2.- Las infracciones a que se refiere el presente artículo se calificarán como leves, graves y muy graves, atendiendo a los criterios establecidos en el artículo 35 de la Ley 26/1984, de 19 de julio, así como en los artículos 6, 7 y 8 del Real Decreto 1945/1983, de 22 de junio.
3.- Las infracciones a que se refiere la presente norma serán sancionadas con multas, de acuerdo con la graduación establecida en el artículo 36 de la Ley 26/1984, de 19 de julio.

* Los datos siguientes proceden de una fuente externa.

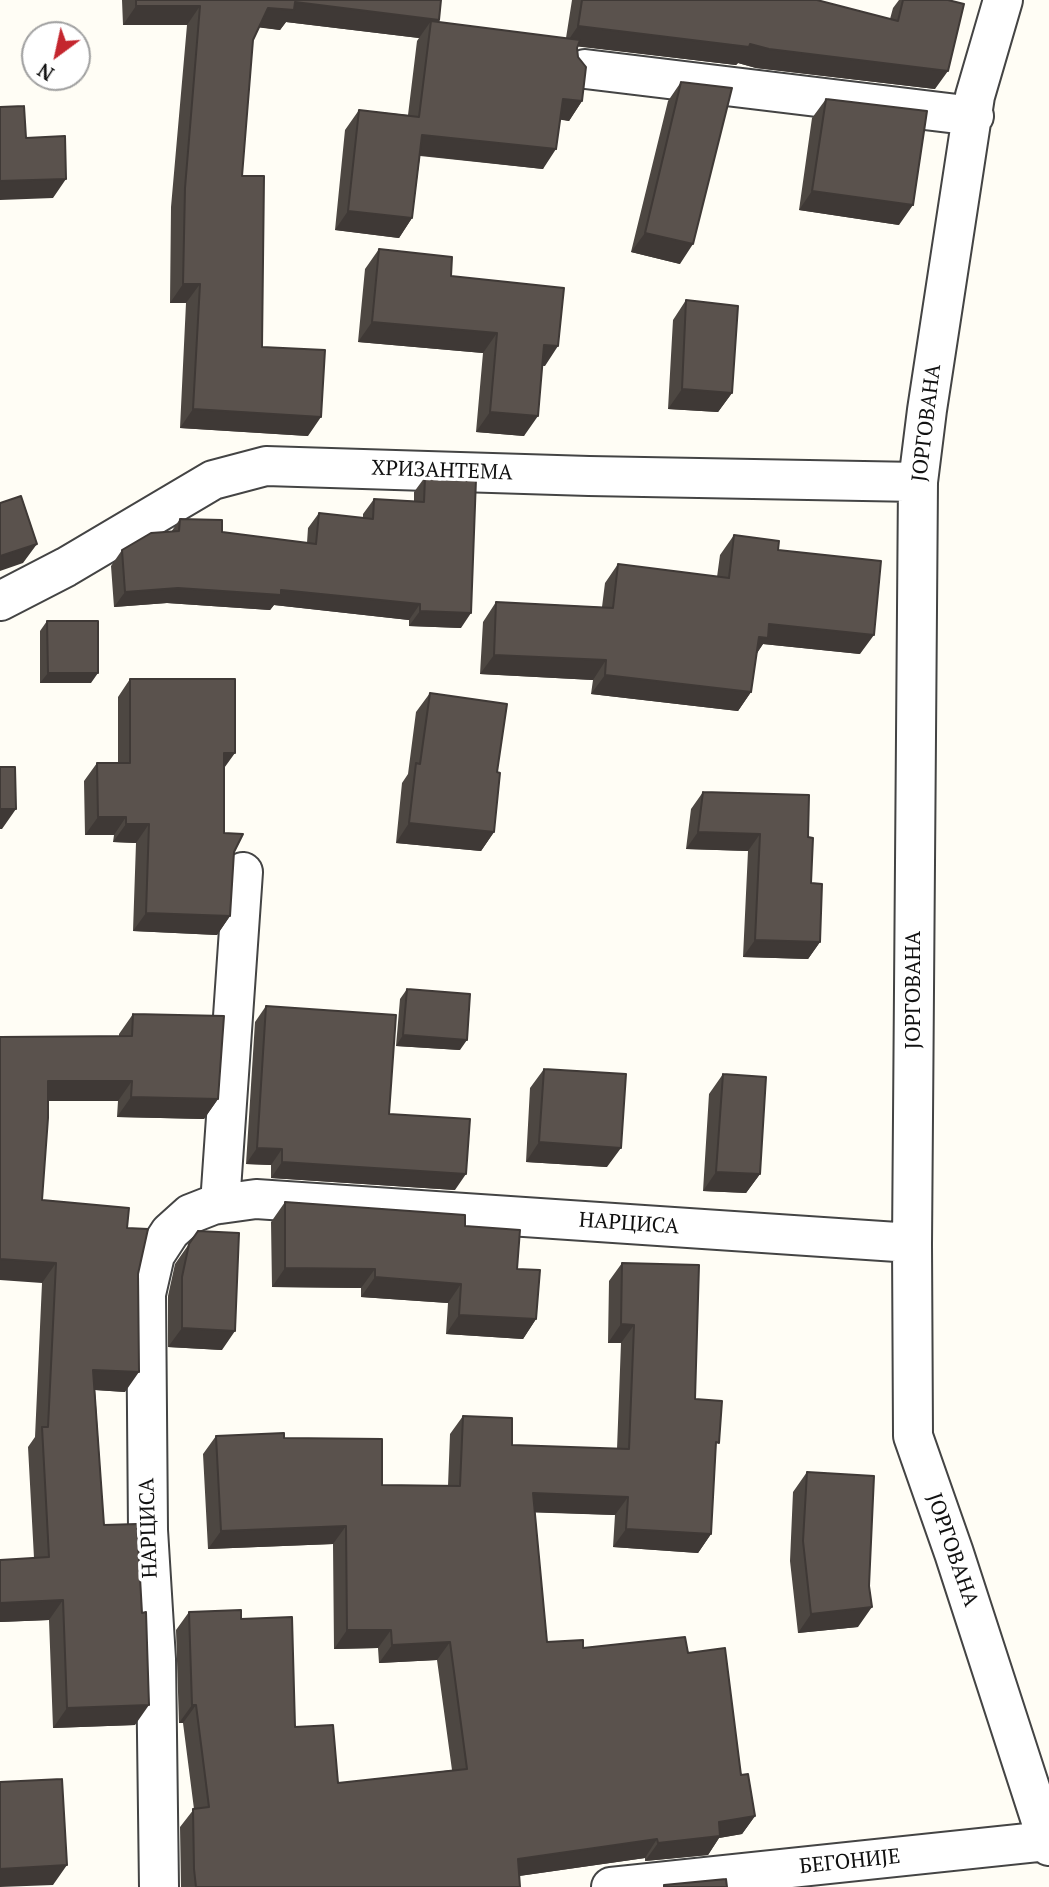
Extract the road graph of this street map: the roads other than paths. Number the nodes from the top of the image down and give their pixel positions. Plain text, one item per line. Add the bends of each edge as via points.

4.- El régimen de infracciones y sanciones regulado por el presente Decreto se entenderá sin perjuicio de lo dispuesto en el Real Decreto 1010/1985, de 5 de junio, por el que se regulan determinadas modalidades de venta fuera de establecimiento comercial permanente.
5.- Los expedientes sancionadores a que den lugar las infracciones a que hacen referencia los apartados anteriores, se seguirán por los procedimientos establecidos en el Real Decreto 1398/1993, de 4 de agosto, por el que se aprueba el Reglamento del procedimiento para el ejercicio de la potestad sancionadora, o en el Decreto 9/1994, de 8 de febrero, por el que se aprueba el Reglamento sobre procedimientos sancionadores seguidos por la Comunidad Autónoma de Extremadura, dependiendo de la Administración competente en cada caso.
DISPOSICIÓN TRANSITORIA.
Aquellos Ayuntamientos donde estuvieran en vigor Ordenanzas regulando las modalidades de venta afectadas por el presente Decreto, las deberán adaptar al mismo en plazo de tres meses, contados a partir de la entrada en vigor de la presente norma.
DISPOSICIONES FINALES.
Primera.- Se faculta a la Consejería de Bienestar Social para que dicte las disposiciones necesarias para la ejecución y desarrollo de lo dispuesto en el presente Decreto.
Segunda.- El presente Decreto entrará en vigor el día siguiente al de su publicación en el Diario Oficial de Extremadura.